Submitted to: Journal of Virology
Publication Type: Peer Reviewed Journal
Publication Acceptance Date: 2/16/2015
Publication Date: 5/1/2015
Publication URL: http://handle.nal.usda.gov/10113/61160
Citation: Lee Marzano, S., Hobbs, H.A., Nelson, B.D., Hartman, G.L., Eastburn, D.E., McCoppin, N.K., Domier, L.L. 2015. Transfection of Sclerotinia sclerotiorum with in vitro transcripts of a naturally occurring interspecific recombinant of Sclerotinia sclerotiorum hypovirus 2 significantly reduces virulence of the fungus. Journal of Virology. 89:5060-5071.

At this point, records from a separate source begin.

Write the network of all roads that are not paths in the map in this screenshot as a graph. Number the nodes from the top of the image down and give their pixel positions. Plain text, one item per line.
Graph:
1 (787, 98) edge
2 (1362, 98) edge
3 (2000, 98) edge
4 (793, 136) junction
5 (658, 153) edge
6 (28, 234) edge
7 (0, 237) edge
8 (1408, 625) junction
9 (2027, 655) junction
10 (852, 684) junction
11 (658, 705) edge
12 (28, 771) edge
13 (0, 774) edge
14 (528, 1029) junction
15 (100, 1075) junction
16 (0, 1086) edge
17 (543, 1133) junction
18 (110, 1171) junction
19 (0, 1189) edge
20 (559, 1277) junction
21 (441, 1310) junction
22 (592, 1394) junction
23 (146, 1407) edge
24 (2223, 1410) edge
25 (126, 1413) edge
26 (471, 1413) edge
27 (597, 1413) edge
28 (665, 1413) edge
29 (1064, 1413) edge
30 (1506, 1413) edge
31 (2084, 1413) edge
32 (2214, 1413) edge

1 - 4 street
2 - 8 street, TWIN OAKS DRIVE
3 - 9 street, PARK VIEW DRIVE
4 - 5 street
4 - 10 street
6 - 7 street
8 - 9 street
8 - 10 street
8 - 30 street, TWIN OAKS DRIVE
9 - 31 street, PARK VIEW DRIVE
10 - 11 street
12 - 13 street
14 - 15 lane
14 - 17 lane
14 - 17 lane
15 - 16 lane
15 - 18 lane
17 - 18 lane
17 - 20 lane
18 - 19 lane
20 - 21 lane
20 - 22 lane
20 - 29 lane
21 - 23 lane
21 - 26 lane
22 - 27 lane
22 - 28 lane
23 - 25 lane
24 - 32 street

Interpretive Summary: Sclerotinia sclerotiorum is a fungal plant pathogen that causes necrotic diseases (e.g., white mold) in more than 400 plant species, which results in yield losses in major crops each year. However, the diseases caused by S. sclerotiorum have not been adequately controlled by conventional technologies thus far. Mycoviruses have been used successfully to reduce losses caused by fungal plant pathogens. In this study we infected S. sclerotiorum with a cloned copy of the genome of Sclerotinia sclerotiorum hypovirus 2 (SsHV2) and established a cause-and-effect relationship between SsHV2 infection and reductions in the virulence of the fungus. These results provide direct evidence that hypoviruses have the potential to reduce the severity of white mold diseases and will be of interest to researchers investigating biological controls of fungal diseases and interactions between fungal plant pathogens and mycoviruses.

Technical Abstract: A recombinant strain of Sclerotinia sclerotiorum hypovirus 2 (SsHV2) was identified from a North American Sclerotinia sclerotiorum isolate (#328) from lettuce (Lactuca sativa L.) by high-throughput sequencing of total RNA. The 5’ and 3’ terminal regions of the genome were determined by rapid amplification of cDNA ends. The assembled nucleotide sequence was up to 92% identical to two recently reported SsHV2 strains, but contained a deletion near its 5’ terminus of more than 1.2 kb relative to the other SsHV2 strains and an insertion of 524 nt that was distantly related to Valsa ceratosperma hypovirus 1. This suggests that the new isolate is a heterologous recombinant of SsHV2 with a yet uncharacterized hypovirus. We named the new strain Sclerotinia sclerotiorum hypovirus 2 Lactuca (SsHV2L) and deposited the sequence in Genbank with accession number KF898354. Sclerotinia sclerotiorum isolate #328 was coinfected with a strain of Sclerotinia sclerotiorum endornavirus 1 and debilitated compared to cultures of the same isolate that had been cured of virus infection by cycloheximide treatment and hyphal tipping. To confirm that SsHV2L was the causal agent of hypovirulence, a full-length cDNA of the greater than 14 kb viral genome was cloned. Transcripts corresponding to the viral RNA were synthesized in vitro and transfected into a virus-free isolate of S. sclerotiorum, DK3. Isolate DK3 transfected with SsHV2L was hypovirulent on soybean and lettuce and exhibited delayed maturation of sclerotia relative to virus-free DK3, completing Koch’s postulates for the association of hypovirulence with SsHV2L.